A piece of paper can no more bring peace of mind than being able to choose which bus seat one sits in can solve the intractability of racism. But it's amazing how many molecules are agitated when attention is brought to bear on these relatively inconsequential matters - demanding a document in a file, taking the "wrong" seat on a city bus.

Back when dinosaurs roamed the earth, that is to say over ten years ago, some adoptees began to communicate with each other on the internet. They found that the internet provided an unmediated space in which to create discourse, and this communication became a "site" (not a website), a location in which they could articulate notions of adoptee identity outside the restrictive framework imposed by their socio-culture (and that framework included the main streams of adoption culture at that point).

These adoptees, freed (at least temporarily, at least in this corner of cyberspace) from the restrictions of positioning in triads, dyads and such, began to articulate a nascent sense of adopted/bastard identity that was autonomous and integrated. I don't mean to imply that these adoptee/bastards were "whole" uncomplicated people, freed from conflicted family dramas and attendant quotidian neuroses, no, they were, as a group, crazy as hell. But they were onto something; the possibility of an adopted identity, differentiated from non-adopted identity.

One signal quality of this newly considered bastard identity was what was articulated as the "need to know". My readings of late lead me to believe that this was a misstatement, what was being formed was a notion of a "desire to know". Why "desire" and not "need"? Because "need" is quantifiable, "needs" can be "met" (or "unmet"). You "need" to breath, you inhale, for the moment your need to breath is fulfilled. You "need" food, you eat, you are satiated. "Desire", however, is open-ended, insatiable (this is not to say that "desire" is immutable. "Desire" or "desires" can be transient and evolving, or disappear altogether).
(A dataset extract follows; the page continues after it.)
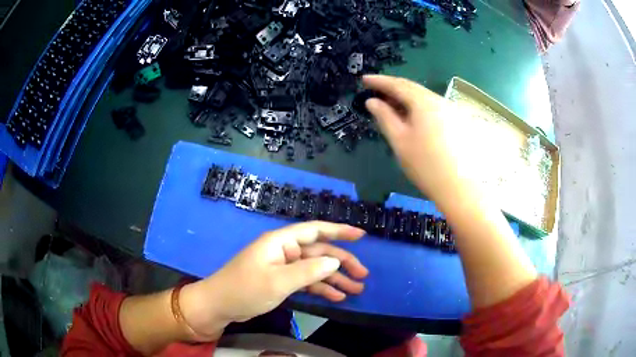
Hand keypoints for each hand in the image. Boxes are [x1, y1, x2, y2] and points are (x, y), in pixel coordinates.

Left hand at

What these Ur-Bastards were doing, in embracing historical models of bastards as renegades, fabulous creatures, "children of nature", Clark Kent/Superman, Moses, etc., was building a model of adopted identity that wasn't predicated on deficiency, but on desire.

Out of this fertile swamp of emails and posts to alt.adoption evolved Bastard Nation, which was designed as a political organ. As an actor in the arena of politics, Bastard Nation articulated the "desire to know" as a "right to know". BN didn't differentiate between an adoptee who was desperately searching, one who never felt the urge to search, or one who had already found their first families. BN didn't care if adoptees wanted to use their copies of their OBCs to find their mothers or as wallpaper in their downstairs bathrooms. They were all presumed to possess a "right to (the desire) to know." The "desire" was unarticulated, but it informs the bastard discourse throughout. It was not, ever, a needs-based assertion.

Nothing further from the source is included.